During his long quest for a new home, Irvine, 27, has been working in isolation on his fitness - with Socceroos strength and conditioning kingpin Andrew Clark aiding and abetting him with a tailored program.
Arnold doesn’t believe it will take Irvine long to regain his touch, timing and durability once he’s up and running again.
“He’s been working on his programs and Jackson has always had a great work ethic and is a top professional,” he said.
“You’d expect he’d be in quite good shape and it will just be a matter of getting that match rhythm back.
“When he starts off he’ll have plenty of energy and he’ll get by on that for a while but when the reality kicks back in, he’ll be right.
“Hibs have been a bit inconsistent in recent weeks but other than that have been doing well and will be fighting for a European spot.”
Having fellow Socceroo Martin Boyle for a teammate will be a bonus for Irvine as he retraces his roots into the Scottish game.

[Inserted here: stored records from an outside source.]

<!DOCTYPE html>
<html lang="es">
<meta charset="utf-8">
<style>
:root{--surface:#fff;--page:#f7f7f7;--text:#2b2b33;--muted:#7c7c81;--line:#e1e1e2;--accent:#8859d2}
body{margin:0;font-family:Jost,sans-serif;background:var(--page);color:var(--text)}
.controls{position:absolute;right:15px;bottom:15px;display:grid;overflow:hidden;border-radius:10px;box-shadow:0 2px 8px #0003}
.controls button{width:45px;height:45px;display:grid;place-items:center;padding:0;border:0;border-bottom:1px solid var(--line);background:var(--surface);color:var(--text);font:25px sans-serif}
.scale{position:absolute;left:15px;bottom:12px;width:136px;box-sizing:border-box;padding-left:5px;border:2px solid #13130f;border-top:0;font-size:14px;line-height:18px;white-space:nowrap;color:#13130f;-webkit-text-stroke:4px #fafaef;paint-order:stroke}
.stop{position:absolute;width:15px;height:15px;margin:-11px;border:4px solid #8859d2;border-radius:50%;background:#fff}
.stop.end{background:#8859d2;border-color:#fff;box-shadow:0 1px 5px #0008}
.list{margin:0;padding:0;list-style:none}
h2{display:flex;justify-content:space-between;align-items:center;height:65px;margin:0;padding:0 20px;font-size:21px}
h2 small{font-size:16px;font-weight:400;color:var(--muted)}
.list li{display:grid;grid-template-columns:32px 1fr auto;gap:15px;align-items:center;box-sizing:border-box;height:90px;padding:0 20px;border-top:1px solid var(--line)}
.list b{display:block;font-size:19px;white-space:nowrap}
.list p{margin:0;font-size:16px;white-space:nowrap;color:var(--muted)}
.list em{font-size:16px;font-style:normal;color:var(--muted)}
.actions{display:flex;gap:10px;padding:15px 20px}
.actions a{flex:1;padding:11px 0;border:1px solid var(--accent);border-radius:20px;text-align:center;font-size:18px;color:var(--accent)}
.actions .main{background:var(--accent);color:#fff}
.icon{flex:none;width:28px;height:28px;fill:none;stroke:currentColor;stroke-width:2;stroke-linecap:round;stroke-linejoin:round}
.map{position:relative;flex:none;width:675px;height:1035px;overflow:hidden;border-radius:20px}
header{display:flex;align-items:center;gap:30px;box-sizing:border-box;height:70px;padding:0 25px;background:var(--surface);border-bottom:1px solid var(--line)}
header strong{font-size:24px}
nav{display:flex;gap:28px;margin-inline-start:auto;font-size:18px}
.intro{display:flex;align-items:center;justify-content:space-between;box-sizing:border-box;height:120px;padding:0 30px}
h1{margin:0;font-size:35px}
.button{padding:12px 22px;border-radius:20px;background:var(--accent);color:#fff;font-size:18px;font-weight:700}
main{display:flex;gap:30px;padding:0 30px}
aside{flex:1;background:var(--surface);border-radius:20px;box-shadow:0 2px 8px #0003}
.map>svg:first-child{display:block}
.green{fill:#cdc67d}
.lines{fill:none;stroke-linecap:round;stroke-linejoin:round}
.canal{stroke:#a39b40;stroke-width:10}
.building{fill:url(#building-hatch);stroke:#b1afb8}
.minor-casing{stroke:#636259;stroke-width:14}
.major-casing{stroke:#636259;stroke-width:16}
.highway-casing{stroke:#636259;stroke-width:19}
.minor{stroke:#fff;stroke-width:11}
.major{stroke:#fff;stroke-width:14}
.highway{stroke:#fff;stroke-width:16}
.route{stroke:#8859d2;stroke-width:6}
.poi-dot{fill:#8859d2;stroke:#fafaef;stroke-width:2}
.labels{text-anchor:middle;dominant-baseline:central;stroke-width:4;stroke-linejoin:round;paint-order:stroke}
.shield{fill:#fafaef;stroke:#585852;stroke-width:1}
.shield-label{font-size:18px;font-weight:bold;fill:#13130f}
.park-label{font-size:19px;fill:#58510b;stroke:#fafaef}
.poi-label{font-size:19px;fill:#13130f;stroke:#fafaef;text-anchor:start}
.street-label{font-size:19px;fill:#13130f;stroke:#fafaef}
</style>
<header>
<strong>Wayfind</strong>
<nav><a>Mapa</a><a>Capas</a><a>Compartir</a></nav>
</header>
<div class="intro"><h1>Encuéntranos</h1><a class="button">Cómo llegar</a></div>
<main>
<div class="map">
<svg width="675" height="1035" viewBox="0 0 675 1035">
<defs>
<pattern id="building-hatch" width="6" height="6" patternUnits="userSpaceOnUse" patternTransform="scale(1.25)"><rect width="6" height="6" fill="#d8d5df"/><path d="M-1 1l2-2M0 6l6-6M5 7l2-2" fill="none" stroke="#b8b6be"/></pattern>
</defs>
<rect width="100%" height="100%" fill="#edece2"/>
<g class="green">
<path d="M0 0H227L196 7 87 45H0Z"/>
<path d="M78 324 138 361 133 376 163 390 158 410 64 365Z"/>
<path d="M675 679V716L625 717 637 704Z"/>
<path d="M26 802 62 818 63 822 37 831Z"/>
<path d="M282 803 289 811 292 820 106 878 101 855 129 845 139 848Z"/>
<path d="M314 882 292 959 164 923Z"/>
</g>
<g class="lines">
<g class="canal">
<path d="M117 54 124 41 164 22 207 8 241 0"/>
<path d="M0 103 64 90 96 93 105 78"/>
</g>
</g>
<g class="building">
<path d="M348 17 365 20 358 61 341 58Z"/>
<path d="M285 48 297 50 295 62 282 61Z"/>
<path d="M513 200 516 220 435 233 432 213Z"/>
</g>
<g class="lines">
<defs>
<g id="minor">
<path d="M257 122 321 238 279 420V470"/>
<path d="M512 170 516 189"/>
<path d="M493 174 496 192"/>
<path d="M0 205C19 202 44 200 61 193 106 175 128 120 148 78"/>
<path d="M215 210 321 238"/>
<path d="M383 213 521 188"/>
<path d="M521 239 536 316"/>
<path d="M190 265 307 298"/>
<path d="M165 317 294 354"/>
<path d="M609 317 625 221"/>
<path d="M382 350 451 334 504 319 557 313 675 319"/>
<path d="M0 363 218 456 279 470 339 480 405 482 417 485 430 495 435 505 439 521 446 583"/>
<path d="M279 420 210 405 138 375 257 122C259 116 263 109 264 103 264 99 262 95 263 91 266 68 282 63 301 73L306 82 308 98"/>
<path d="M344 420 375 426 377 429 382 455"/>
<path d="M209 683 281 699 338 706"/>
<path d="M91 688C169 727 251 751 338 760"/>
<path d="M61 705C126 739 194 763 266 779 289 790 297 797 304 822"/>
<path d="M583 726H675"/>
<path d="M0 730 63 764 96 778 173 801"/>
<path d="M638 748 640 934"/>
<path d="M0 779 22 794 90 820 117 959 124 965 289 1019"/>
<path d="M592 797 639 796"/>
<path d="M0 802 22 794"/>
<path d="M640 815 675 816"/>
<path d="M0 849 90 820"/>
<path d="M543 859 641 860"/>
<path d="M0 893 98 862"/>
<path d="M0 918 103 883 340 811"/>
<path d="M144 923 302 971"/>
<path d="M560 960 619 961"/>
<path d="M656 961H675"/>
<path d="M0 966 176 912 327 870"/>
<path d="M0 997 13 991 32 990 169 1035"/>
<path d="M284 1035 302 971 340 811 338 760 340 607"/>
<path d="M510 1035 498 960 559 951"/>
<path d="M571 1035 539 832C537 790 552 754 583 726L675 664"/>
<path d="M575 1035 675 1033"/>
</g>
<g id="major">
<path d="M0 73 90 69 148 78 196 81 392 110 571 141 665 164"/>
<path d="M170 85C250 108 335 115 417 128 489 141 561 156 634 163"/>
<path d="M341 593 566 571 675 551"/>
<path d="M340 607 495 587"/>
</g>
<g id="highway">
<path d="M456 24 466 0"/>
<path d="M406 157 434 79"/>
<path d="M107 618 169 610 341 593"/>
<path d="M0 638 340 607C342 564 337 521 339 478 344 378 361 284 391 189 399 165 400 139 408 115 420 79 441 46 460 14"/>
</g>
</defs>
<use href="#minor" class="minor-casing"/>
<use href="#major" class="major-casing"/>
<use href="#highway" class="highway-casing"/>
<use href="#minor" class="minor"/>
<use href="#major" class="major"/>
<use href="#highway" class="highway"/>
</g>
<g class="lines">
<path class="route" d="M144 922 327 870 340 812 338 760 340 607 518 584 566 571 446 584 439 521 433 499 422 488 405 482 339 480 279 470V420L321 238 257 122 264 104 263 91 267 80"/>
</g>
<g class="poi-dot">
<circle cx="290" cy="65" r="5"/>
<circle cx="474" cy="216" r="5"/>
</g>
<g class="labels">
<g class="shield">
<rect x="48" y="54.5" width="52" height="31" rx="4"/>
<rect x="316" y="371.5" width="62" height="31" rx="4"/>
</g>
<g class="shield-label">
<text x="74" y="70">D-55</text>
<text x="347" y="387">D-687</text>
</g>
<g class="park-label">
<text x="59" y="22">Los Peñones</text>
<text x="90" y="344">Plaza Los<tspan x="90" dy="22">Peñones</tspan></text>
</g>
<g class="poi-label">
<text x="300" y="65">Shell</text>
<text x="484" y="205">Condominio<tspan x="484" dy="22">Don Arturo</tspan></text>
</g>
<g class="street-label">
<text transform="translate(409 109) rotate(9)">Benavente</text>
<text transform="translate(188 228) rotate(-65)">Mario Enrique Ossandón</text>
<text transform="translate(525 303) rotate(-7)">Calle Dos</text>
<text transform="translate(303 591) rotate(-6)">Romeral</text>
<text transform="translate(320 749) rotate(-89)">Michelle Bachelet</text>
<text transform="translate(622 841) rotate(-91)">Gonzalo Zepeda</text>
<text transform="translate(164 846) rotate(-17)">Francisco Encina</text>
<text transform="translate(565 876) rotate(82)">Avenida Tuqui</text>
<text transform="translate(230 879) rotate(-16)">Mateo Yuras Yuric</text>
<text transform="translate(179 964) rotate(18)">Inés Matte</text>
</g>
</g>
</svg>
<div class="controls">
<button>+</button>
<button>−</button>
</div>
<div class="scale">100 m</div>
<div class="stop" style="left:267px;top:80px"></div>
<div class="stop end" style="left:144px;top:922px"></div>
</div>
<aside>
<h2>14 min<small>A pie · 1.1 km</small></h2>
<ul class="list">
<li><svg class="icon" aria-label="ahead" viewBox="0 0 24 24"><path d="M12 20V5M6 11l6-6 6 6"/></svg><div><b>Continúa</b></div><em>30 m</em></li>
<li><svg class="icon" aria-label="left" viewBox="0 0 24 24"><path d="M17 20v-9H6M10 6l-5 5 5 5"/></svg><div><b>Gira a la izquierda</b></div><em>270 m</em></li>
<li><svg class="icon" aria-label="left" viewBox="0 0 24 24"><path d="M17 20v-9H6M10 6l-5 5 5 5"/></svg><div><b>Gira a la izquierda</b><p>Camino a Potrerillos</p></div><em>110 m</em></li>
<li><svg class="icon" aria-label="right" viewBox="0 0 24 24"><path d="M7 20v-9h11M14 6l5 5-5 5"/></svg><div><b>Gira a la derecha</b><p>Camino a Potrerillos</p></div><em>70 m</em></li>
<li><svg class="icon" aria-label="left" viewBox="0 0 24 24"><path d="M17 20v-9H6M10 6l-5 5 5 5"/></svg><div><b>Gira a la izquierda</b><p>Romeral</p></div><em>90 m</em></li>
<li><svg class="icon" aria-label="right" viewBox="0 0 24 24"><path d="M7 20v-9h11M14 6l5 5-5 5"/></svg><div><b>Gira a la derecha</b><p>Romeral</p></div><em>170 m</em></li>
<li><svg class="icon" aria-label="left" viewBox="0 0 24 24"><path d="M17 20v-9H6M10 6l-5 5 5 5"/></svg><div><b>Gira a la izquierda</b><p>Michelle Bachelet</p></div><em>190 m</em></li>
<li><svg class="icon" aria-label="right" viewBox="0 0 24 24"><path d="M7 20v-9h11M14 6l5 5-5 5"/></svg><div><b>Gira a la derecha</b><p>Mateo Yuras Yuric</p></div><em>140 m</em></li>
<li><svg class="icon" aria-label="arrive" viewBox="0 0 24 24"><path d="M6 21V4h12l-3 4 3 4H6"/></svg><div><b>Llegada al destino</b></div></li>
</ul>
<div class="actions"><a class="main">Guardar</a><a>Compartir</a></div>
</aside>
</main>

The journey began at Celtic and took in stops at Kilmarnock and Ross County before he headed to the Championship with Burton Albion and onto the Tigers, where he spent three seasons.

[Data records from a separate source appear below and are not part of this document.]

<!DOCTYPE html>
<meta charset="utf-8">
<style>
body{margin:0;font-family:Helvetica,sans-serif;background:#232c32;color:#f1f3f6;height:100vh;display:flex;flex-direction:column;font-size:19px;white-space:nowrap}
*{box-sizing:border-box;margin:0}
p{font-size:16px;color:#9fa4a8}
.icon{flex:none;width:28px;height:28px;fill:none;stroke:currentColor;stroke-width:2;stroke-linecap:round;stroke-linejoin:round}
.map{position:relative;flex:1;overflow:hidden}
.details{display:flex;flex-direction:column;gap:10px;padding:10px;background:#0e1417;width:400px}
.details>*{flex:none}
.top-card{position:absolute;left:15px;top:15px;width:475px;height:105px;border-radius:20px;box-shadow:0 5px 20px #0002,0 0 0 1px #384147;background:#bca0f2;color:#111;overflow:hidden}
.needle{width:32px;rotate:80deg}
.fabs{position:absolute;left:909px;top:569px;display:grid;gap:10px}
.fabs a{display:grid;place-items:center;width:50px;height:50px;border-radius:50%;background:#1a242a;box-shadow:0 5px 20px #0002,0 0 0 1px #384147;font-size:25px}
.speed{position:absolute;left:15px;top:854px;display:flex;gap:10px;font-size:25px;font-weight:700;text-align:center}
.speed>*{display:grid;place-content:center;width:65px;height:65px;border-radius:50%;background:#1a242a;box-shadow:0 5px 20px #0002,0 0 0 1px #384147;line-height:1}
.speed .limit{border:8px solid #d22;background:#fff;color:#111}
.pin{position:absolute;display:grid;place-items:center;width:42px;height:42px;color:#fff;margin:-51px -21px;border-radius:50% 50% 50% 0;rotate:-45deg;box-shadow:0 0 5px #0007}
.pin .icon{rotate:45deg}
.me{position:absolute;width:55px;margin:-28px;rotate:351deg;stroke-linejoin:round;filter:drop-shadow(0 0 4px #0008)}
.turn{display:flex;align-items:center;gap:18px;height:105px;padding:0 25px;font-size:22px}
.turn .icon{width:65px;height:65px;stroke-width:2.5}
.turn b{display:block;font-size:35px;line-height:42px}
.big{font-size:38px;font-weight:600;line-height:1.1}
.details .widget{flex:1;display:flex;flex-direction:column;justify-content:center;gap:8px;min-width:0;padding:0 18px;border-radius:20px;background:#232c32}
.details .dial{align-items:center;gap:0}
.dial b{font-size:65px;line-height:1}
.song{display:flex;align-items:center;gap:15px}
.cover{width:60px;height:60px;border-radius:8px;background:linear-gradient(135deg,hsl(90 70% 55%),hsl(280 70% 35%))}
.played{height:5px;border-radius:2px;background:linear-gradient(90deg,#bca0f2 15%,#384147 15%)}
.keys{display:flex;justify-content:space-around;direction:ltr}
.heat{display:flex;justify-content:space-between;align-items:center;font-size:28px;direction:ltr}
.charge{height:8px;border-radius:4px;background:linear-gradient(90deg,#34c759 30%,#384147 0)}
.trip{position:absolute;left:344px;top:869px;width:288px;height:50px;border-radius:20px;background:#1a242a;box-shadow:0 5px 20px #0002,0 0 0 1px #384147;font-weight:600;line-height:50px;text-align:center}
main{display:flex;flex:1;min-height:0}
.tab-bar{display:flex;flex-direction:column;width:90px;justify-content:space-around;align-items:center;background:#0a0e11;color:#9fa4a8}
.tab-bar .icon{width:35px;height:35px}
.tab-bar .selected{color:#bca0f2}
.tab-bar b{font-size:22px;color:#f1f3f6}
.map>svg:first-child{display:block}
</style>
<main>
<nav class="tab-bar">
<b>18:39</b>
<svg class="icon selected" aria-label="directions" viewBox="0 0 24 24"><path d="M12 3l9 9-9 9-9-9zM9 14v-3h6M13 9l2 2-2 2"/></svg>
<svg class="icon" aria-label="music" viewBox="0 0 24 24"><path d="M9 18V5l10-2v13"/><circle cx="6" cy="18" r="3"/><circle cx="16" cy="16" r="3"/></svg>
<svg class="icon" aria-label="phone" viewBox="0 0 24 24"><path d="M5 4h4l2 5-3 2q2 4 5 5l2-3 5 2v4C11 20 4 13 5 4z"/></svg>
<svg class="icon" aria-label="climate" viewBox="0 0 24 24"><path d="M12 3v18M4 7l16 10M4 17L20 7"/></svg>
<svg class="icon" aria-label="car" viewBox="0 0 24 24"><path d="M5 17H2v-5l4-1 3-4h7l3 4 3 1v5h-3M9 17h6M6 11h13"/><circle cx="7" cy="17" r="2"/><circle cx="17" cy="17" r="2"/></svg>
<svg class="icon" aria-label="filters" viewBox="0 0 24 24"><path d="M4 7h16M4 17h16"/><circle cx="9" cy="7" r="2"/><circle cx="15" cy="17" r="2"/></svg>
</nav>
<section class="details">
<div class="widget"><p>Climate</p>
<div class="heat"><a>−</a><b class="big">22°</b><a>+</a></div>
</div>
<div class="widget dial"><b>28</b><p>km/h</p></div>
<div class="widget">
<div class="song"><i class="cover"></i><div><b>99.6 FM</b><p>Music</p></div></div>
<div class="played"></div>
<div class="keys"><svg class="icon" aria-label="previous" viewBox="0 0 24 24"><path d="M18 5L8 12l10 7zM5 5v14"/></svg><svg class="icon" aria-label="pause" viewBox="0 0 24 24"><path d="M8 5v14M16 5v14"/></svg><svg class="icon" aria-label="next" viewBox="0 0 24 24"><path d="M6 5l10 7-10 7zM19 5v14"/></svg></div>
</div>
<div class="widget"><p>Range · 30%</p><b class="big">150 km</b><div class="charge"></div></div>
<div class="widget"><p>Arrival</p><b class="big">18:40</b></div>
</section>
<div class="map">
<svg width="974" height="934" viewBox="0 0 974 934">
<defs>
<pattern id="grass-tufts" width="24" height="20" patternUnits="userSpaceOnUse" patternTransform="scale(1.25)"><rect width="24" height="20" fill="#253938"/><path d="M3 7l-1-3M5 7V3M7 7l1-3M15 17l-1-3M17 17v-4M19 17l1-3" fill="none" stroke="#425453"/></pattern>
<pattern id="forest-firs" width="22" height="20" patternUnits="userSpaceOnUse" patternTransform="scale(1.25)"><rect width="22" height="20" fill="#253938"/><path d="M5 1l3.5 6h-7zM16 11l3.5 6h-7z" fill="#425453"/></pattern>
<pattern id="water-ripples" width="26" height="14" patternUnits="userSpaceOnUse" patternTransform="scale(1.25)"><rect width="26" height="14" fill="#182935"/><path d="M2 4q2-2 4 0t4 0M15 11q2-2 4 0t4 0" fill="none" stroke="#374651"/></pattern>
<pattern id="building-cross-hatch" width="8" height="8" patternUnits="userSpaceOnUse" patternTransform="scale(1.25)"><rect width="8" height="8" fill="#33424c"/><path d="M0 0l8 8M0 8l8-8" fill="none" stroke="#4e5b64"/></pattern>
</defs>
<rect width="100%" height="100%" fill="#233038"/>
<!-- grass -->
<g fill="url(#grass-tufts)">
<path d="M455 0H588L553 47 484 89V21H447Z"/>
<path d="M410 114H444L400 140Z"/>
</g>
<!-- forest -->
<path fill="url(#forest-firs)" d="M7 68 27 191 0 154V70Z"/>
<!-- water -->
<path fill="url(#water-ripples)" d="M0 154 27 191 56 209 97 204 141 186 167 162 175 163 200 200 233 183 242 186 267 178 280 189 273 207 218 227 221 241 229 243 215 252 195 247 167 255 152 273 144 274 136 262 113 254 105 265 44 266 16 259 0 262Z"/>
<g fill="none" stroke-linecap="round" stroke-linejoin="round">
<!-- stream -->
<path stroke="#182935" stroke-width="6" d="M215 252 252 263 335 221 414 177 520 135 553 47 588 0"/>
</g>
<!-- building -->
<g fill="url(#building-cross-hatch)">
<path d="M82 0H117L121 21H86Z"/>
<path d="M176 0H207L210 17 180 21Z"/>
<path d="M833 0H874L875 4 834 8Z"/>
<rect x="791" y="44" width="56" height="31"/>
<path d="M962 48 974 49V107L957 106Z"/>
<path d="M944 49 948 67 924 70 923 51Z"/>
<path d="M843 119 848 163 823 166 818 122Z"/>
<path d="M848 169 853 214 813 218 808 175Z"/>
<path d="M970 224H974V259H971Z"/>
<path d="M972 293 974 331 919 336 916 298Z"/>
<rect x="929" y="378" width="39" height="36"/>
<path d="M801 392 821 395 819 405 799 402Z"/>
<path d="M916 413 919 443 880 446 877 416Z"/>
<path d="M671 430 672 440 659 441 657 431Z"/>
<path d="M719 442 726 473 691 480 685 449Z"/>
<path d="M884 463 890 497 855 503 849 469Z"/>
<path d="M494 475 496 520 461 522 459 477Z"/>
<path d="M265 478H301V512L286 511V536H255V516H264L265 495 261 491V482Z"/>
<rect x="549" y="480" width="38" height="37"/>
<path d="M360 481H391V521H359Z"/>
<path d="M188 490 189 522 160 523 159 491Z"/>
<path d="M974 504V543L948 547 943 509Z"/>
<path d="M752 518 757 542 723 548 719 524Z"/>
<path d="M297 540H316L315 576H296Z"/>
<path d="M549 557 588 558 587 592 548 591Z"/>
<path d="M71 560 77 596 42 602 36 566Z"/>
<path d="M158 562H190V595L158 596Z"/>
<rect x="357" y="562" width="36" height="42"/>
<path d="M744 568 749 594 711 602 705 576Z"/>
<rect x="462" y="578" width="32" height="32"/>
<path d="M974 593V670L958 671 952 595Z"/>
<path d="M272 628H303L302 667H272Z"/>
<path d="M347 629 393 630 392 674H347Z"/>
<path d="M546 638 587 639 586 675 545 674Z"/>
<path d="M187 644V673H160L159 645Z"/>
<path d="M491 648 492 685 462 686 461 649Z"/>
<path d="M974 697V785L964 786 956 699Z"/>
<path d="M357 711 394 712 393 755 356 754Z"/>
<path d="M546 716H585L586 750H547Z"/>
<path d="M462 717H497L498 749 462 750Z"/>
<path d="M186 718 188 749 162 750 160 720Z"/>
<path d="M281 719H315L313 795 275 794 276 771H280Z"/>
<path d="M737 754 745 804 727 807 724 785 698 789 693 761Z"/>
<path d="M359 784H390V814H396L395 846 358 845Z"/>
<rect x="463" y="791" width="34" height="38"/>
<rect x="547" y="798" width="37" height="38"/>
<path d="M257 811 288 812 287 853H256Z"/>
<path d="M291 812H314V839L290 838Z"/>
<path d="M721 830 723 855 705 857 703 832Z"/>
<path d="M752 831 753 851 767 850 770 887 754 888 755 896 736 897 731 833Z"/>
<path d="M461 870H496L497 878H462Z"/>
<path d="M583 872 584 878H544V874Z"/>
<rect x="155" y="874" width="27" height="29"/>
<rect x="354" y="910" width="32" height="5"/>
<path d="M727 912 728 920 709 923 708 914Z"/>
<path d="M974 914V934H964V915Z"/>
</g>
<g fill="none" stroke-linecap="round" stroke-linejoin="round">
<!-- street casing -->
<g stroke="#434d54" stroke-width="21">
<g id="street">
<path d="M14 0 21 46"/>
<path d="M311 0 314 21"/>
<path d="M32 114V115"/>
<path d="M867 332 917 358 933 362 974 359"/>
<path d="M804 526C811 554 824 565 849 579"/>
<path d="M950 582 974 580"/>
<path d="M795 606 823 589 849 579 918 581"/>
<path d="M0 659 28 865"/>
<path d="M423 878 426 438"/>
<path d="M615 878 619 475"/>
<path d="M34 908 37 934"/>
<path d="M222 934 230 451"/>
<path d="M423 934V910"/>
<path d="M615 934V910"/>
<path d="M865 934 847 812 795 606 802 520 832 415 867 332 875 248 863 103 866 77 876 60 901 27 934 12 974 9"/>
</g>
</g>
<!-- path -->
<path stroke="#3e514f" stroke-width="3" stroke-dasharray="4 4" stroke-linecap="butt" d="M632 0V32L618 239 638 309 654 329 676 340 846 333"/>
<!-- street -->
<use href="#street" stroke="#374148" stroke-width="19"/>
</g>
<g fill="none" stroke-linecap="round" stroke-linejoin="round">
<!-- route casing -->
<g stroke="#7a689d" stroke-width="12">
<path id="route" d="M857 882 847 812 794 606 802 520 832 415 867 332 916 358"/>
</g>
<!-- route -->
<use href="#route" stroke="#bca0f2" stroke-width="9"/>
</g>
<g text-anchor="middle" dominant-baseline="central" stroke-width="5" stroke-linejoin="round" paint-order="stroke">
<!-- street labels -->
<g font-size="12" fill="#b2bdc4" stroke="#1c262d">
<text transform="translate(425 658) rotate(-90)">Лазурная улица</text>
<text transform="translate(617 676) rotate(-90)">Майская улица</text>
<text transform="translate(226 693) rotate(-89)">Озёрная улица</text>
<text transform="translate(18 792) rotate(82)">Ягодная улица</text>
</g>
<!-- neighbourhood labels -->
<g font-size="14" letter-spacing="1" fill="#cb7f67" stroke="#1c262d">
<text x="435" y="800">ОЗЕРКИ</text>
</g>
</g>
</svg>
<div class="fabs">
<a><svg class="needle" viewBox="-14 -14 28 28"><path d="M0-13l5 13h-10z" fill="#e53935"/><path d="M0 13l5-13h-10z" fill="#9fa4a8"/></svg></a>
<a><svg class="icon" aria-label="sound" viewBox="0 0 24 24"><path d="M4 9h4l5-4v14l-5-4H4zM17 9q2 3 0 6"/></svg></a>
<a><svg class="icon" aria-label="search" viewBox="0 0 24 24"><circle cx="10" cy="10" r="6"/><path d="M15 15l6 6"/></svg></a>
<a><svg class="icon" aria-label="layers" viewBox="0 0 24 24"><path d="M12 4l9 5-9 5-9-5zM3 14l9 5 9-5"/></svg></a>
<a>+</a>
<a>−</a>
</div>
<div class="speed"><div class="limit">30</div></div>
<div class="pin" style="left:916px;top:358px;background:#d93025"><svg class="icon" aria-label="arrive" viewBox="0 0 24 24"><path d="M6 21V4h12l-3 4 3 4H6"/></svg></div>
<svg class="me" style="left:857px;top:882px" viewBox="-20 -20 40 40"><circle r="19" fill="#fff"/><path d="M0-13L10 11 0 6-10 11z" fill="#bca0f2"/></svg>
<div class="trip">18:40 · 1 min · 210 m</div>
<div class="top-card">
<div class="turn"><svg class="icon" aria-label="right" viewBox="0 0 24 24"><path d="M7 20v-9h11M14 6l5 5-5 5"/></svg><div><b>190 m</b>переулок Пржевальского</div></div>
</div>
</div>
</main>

Arnold believes the pony-tailed powerhouse - who has 34 caps - is an important piece of his Socceroos midfield armamentarium.
“I think I’ve shown a lot of confidence and belief in Jacko since I’ve been in charge,” he said.
“He scored a couple of goals against Taipei ... he’s a good finisher higher up the pitch, but is very versatile and can play as a number six or a 10.
“Against Jordan (in Australia’s last World Cup qualifier) he came up with a great assist for Adam Taggart in our 1-0 win, so for me he’s a very good player who’s important to us.”
Arnold is waiting with bated breath to discover exactly what form Australia’s next steps on the path to Qatar 2022 will take.
“We’ve been told that March is going ahead, that’s the message we’re getting from AFC,” Arnold said.
“At the moment we’re just sitting and waiting to hear more.”
Logistical issues are paramount though with grave doubt over whether Kuwait would be allowed to play in Australia, and then the prospect of two weeks quarantine for any A-League players selected to travel to Nepal during the same window.
It’s understood the AFC are considering a hub in Qatar in March, along similar lines to the one which recently hosted the AFC champions League.
Of Australia’s four remaining group games three are at home against Kuwait, Taipei and Jordan.